Today I did *great* when it came to my carb control. I don’t want to jump the gun (its only been three days), but I think I’m back on track! The only semi-crisis I had was this evening when my sister played a mean trick on me.
It was 8:30 and she called me to go with her to grab something to eat. I already had dinner but went for the ride. I figured it would be an easy trip to a drive thru and I wouldn’t have to watch her sink her teeth into anything like warm bread or crispy battered fried something or other.
So, what happens? Homegirl pulls into Red Lobster. Home of the basket o’ cheddar biscuits! I was still in control, all was cool. I could handle this. We were seated to our booth by a nice waiter that looked just like Sal Mineo. I ordered a coffee with whipped cream – perfectly acceptable for Atkins. I’m going to be up late tonight painting so it was a good fit. Theresa ordered her Mahi Mahi.
A few minutes later, our waiter came by with my coffee and a basket of cheddar biscuits for Theresa. I’m not sure how many were in there, but enough to make the napkin that was covering them pop up in the middle. It already had butter stains seaping through. Doing my usual bread basket calculations, I estimated there had to be at least 4-5 biscuits in there. My hand reached to remove the cover.
“What are you doing?”, Theresa asked in an interrogating tone.
“I just want to peek and see how many biscuits are in there. And I want to see if they are warm.”
She put her hand on top and confirmed, yes they are warm.
I lifted it anyway and looked.
“Whoa, there’s SIX! They gave you SIX biscuits, just for you, one person!”
She knew my Bruce “We’re having fish tonight!” Finding Nemo moment was about to emerge right there in front of a late night seafood dinner crowd.

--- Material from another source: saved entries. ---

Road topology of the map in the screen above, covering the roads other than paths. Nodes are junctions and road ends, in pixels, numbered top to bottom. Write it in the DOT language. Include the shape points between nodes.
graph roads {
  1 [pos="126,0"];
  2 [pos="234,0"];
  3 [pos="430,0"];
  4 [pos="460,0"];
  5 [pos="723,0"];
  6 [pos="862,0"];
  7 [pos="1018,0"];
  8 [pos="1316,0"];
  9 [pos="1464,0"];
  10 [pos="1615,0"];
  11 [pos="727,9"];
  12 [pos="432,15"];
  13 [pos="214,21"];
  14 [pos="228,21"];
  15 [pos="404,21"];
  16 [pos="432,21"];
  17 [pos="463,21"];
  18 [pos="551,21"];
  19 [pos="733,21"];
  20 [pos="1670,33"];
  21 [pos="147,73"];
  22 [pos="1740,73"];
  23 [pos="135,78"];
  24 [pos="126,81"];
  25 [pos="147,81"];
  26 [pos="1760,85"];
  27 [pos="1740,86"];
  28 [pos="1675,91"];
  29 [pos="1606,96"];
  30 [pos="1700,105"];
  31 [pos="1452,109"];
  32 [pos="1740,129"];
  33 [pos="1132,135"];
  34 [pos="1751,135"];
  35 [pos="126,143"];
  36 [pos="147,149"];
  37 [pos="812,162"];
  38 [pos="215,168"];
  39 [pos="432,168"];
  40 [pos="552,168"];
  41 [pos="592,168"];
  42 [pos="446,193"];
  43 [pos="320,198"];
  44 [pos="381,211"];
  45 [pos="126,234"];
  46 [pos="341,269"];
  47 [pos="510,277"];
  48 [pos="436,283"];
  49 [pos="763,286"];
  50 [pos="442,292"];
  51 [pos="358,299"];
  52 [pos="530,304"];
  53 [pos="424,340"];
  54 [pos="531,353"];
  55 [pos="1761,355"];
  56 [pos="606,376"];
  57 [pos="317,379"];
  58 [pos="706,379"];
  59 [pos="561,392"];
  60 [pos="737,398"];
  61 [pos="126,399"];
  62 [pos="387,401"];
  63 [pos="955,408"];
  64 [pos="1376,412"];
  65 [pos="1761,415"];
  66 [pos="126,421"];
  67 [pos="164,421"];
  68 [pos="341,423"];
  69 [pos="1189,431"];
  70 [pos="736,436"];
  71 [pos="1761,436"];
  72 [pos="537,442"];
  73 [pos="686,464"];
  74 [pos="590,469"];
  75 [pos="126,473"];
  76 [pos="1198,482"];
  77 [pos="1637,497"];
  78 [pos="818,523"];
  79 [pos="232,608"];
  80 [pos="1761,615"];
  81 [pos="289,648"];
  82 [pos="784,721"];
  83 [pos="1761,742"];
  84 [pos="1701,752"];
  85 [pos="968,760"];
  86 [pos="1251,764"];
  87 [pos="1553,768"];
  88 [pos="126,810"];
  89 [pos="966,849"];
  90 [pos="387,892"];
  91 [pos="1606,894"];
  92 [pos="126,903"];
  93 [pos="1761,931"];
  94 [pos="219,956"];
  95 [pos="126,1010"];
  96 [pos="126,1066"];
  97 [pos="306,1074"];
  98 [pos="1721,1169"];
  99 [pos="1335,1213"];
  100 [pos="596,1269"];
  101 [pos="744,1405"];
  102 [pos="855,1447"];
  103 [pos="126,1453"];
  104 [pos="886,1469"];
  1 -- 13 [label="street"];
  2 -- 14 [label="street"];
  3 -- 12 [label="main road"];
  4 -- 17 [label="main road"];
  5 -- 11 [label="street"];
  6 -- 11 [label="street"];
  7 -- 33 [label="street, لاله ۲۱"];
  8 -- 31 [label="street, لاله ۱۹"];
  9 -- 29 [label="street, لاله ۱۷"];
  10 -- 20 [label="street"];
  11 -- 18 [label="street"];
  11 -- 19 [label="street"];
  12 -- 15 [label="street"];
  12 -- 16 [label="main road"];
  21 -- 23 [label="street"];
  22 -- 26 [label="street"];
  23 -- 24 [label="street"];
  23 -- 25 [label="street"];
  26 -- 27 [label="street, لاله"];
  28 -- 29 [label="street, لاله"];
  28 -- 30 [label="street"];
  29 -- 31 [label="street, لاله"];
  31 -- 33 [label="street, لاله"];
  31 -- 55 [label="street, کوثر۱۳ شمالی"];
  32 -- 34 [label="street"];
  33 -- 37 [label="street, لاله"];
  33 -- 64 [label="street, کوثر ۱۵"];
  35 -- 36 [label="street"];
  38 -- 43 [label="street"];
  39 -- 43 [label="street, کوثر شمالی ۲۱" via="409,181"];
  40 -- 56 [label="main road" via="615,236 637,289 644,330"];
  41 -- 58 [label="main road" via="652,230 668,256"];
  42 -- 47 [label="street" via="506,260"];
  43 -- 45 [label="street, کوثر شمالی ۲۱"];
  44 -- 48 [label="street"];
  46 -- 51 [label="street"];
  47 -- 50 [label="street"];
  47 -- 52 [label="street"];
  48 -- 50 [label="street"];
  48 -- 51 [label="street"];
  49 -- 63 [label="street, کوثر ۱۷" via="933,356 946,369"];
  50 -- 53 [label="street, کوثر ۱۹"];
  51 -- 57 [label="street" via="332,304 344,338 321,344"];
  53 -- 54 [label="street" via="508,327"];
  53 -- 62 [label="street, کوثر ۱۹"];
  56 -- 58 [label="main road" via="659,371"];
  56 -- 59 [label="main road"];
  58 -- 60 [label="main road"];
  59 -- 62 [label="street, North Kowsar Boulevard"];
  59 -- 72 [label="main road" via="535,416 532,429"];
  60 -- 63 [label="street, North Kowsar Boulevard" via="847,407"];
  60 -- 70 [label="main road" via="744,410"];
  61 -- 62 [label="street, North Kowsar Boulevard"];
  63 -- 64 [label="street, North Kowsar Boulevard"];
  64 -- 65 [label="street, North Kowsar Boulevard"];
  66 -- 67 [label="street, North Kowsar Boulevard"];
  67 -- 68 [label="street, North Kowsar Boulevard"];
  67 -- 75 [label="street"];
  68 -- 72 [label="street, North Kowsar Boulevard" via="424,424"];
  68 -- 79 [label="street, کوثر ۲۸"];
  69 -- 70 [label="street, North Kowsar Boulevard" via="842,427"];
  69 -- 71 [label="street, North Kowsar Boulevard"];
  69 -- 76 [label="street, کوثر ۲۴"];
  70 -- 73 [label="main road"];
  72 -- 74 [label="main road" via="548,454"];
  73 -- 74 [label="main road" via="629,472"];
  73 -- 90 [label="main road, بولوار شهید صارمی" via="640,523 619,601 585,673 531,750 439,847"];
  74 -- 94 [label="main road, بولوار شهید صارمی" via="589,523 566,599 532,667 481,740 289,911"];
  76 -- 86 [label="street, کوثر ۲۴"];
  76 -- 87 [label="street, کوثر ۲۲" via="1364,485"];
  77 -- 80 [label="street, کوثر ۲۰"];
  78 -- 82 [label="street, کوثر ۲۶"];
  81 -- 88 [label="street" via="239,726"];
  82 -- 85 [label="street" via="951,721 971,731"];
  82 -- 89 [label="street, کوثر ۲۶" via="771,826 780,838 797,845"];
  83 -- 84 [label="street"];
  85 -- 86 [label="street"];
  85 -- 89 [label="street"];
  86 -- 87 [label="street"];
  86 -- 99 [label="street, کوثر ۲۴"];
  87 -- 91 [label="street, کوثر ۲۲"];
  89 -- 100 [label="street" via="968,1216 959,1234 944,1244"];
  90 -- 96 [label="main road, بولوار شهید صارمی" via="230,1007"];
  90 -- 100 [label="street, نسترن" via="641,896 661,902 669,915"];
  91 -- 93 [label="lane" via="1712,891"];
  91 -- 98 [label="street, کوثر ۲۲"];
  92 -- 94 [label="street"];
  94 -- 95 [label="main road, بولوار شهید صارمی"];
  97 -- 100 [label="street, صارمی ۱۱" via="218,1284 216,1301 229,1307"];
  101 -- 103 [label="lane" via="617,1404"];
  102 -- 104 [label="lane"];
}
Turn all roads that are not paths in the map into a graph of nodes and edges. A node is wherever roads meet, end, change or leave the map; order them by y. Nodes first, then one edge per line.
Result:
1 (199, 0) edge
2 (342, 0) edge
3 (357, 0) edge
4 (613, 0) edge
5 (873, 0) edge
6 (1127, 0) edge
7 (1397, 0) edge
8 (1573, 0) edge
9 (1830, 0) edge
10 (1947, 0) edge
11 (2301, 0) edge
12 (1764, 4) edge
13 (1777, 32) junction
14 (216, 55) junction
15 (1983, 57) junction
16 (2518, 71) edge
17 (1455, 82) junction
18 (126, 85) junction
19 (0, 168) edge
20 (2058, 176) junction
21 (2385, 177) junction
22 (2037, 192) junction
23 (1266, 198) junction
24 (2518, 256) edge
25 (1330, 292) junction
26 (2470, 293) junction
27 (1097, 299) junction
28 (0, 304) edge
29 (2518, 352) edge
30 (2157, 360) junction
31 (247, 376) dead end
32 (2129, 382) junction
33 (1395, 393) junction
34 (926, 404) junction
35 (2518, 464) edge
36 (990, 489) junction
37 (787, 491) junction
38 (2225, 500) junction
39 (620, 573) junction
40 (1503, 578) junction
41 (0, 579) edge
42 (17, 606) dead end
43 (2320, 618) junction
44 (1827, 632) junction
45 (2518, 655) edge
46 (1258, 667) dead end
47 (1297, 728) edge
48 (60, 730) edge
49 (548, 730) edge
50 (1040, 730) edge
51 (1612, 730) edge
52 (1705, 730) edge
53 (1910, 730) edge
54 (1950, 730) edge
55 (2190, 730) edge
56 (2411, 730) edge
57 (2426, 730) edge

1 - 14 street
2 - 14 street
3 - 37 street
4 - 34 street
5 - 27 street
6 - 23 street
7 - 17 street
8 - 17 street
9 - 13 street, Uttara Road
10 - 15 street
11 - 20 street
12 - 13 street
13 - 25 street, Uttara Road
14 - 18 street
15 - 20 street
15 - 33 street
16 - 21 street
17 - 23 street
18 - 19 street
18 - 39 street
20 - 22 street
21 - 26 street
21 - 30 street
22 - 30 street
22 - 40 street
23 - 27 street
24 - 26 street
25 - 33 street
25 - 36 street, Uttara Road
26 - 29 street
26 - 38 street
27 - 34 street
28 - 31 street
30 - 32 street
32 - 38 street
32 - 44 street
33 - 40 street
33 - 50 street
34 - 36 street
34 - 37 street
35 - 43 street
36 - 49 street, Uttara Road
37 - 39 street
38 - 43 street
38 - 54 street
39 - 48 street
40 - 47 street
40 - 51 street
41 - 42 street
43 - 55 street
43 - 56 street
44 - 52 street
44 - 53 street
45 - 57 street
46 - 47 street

She snatched the basket away, re-covered the cheddar biscuit basket with the napkin and put it at the edge of table and far out of my reach.
We continued our conversation. Several minutes later she pulled a biscuit from the basket. She broke it in half so she could eat it. She isn’t on Atkins. Why should she be deprived?
“Can you point that over here? I just want to see what the inside looks like…”, I innocently asked.
Never takingher eyes off me, she slowly broke the biscuit in half and cautiously pointed the open halves in my view. They didn’t look as good as I thought. They were white inside and none of the butter had even seaped inside. It had been a couple seconds and surely by now Theresa should have politely put me out of my misery and eaten the damn biscuit already.
She held a half in each hand and left it there right within my reach. She looked into my eyes and a wicked grin came across her face. Bascially she gestured “You want it? Huh? do ya? Come and get it then…”
Right then I noticed that my hand snapped across the table and grabbed a piece out of her hand with the ninja swiftness of a frog catching a fly with his tongue. I held the now-crumbled biscuit piece in my hand and stared at it.
I took a nibble. It was just as I imagined – crispy on the outside and slightly chewy in the center. Yup, it was good stuff.
But at that moment I made a choice. I put the piece of biscuit on a little side dish and sprinkled gobs of salt on it so I wouldn’t eat it. It felt soooo good to have that kind of will power. Now I can go to bed tonight happy that I ate healthy all day today and maybe tomorrow I’ll wake up and weigh myself and be 2 pounds lighter than before!
One thing is for sure, no more late night food runs for me.
By the way, for anyone who reads this who thinks i’m insane, you obviously have never experienced the first week of starting a diet – or rather a change in eating habits. The first week is utterly brutal! I think this kind of stuff happens to all of us (please say it does!) but we don’t like to admit it…I’m admitting it so I can read this later and see how goofy I was being about something so insignificant as a basket of biscuits.